Alternatively the drift detection period on the agent could be set to a value high than the interval on any of the definitions.

A third approach could be a combination of the two where you increase the definitions' intervals and also decrease the agent's drift detection period. This would be a meet in the middle approach.

With the first approach of setting each of the definitions' intervals lower than the agent's drift detection interval, drift detection will run more frequently. This will increase the load on the agent particularly around CPU utilization and disk IO. 
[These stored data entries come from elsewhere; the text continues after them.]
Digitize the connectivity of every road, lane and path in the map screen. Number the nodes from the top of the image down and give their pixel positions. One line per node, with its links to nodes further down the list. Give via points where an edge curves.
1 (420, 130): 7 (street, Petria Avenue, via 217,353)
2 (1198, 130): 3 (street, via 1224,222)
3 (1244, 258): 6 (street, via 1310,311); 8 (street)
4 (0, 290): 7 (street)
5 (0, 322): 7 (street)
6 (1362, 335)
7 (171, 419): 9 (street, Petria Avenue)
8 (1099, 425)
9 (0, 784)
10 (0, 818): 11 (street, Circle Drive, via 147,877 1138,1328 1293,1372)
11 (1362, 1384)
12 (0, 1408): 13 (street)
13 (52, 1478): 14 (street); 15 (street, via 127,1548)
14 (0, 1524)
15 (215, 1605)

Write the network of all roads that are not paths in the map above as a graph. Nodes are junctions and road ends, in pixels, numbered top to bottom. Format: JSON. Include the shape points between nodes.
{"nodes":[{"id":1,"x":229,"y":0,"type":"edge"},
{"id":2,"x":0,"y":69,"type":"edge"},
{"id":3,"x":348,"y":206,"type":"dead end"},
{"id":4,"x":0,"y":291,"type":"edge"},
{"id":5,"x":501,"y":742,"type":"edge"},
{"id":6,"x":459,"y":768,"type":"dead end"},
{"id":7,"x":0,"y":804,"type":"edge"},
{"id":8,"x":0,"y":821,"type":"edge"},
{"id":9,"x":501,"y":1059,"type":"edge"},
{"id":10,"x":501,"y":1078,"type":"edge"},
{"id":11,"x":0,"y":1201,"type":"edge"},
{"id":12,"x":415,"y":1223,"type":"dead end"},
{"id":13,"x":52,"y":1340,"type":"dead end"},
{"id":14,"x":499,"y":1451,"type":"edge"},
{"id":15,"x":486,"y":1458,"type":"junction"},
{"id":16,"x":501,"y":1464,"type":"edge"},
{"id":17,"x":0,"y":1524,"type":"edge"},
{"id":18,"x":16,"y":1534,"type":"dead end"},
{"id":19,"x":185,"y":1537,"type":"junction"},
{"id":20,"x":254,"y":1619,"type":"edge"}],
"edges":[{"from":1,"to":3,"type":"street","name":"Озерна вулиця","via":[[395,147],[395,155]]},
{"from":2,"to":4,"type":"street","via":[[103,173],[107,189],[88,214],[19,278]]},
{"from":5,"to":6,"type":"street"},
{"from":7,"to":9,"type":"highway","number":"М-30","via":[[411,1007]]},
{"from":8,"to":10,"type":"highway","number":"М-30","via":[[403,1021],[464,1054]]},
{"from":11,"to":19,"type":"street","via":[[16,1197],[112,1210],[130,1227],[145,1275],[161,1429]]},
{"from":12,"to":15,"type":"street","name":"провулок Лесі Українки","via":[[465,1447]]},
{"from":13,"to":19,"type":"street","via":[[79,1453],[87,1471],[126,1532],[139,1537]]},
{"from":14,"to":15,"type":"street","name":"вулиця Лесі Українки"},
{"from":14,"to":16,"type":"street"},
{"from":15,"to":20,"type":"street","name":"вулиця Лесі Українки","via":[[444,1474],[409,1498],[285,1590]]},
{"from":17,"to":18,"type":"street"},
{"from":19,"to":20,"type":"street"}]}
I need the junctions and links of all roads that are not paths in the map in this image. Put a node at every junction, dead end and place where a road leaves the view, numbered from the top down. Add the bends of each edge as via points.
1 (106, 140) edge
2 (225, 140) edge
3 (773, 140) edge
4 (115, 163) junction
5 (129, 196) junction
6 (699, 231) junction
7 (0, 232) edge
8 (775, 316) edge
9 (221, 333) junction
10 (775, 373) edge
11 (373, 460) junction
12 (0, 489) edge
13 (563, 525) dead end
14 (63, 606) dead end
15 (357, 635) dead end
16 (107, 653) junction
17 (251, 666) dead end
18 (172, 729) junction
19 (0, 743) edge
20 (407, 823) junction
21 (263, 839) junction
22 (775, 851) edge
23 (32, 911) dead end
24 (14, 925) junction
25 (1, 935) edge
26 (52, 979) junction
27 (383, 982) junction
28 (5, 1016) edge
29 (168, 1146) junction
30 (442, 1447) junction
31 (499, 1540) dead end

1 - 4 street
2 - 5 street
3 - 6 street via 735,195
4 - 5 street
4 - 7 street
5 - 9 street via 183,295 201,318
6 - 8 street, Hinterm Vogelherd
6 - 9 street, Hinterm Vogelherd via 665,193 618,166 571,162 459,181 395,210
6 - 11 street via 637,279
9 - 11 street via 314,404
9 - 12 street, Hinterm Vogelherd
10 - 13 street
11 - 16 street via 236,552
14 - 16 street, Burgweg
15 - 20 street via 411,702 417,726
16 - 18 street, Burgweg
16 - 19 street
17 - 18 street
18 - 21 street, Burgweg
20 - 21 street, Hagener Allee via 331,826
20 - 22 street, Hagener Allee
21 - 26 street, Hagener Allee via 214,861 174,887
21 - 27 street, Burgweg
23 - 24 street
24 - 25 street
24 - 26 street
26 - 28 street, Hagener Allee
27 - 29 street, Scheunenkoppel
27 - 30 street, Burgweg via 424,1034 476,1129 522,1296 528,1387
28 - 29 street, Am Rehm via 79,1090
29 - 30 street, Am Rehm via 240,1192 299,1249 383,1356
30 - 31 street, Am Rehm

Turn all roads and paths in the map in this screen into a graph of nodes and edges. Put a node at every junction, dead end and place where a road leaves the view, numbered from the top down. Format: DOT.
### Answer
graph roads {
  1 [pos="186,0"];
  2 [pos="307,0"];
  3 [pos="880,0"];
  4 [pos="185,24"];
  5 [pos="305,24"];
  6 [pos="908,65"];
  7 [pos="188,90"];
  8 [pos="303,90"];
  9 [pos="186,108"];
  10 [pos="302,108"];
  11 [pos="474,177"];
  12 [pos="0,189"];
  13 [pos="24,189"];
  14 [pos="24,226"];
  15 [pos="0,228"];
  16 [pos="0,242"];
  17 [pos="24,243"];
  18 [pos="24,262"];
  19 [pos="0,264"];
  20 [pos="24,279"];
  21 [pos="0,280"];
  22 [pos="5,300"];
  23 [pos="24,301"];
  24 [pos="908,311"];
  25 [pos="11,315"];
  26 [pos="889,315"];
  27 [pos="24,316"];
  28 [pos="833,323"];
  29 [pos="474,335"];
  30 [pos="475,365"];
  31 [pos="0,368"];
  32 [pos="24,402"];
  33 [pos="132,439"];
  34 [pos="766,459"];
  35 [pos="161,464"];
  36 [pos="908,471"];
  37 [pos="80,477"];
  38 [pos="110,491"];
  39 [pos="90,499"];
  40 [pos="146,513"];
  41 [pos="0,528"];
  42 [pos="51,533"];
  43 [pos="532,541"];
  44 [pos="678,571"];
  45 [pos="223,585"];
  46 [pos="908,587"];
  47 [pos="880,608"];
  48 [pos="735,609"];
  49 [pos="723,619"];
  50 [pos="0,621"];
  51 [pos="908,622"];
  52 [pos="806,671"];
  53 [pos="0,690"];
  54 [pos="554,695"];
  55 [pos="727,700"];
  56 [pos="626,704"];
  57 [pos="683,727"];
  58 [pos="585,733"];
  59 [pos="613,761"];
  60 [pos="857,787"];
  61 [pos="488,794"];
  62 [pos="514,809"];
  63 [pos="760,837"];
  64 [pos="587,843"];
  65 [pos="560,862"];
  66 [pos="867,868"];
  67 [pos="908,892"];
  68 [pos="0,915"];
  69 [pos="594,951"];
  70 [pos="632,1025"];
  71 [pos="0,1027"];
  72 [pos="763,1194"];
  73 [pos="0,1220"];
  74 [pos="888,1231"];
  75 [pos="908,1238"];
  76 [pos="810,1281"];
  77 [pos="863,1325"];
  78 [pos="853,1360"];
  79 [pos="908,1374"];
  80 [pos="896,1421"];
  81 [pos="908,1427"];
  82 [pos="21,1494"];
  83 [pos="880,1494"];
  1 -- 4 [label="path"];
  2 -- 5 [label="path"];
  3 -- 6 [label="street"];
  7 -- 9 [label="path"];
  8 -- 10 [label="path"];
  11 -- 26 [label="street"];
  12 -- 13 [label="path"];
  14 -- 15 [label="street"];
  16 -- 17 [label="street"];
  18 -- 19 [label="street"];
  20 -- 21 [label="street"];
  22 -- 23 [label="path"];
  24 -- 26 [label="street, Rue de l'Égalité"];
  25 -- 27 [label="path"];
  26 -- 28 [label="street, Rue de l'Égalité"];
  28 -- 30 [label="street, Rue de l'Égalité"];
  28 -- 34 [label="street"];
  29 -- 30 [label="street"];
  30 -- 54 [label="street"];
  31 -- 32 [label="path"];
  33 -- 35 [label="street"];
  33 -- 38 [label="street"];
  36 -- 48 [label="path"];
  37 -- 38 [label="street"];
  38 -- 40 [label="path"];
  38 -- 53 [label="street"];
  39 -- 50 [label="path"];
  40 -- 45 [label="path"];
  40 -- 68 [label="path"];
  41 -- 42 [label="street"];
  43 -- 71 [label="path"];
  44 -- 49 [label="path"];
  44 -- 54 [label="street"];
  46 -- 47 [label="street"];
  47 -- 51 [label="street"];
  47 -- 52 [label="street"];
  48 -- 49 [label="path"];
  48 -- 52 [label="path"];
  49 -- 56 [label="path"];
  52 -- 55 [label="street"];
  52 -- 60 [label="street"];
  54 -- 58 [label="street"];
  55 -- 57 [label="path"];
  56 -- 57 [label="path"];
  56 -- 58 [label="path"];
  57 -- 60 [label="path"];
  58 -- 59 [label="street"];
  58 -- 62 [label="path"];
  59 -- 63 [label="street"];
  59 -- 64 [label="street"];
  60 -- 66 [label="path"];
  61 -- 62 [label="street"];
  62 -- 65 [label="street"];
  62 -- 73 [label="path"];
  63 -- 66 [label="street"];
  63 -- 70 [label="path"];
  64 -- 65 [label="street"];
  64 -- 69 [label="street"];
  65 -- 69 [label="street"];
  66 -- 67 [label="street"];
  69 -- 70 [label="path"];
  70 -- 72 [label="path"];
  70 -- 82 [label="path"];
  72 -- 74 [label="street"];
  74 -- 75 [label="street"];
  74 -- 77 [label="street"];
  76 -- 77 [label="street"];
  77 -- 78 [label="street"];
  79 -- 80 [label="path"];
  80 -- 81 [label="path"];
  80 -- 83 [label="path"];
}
With the second approach of increasing the drift detection period on the agent, drift detection will run less frequently. A definition's interval has a default value of 30 minutes. Suppose we set the agent's drift detection period (i.e., the frequency at which the detector job runs) to 60 minutes. Let's say we create 5 drift definitions in succession. It will take over five hours for the initial snapshot to be generated for all of the definitions.

The third approach offers the most flexibility. If your agent and the machine on which it is running can handle the increased load you could for example drop the interval of each definition down to 10 minutes. At the same you could set rhq.agent.plugins.drift-detection.period-secs to a safe value of 900 (i.e., 15 minutes).
Comment 1 John Sanda 2011-12-08 14:18:11 EST
We no longer update the detection schedule if detection does not run for a definition. Drift detection might not run for one of three reasons - 1) the definition is disabled, 2) it is too early for the next scheduled run, 3) the server has not acknowledged the previous change set sent by the agent. The fix also includes additional debug logging that outputs the next scheduled detection time. It looks like,

2011-12-08 14:20:32,512 DEBUG [pool-3-thread-1] (rhq.core.pc.drift.ScheduleQueueImpl)- The next drift detection run for DriftDetectionSchedule[resourceId: 10001, driftDefinitionId: 10001, driftDefinitionName: DRIFT_1] is set for 02:20:37:744 PM

master commit hash: 518ccccdc4ad05353de809068c289c1fc64a5384
Comment 3 Charles Crouch 2012-01-30 13:50:50 EST
As I mentioned on 785845, this could only have been verified on master, so setting this to ON-QA for it to be verified as part of the jon3.0.1 release.
Comment 4 Mike Foley 2012-02-02 14:08:35 EST
verified JON 3.01 RC#2.
Comment 5 Heiko W. Rupp 2013-09-03 11:17:57 EDT
Bulk closing of old issues in VERIFIED state.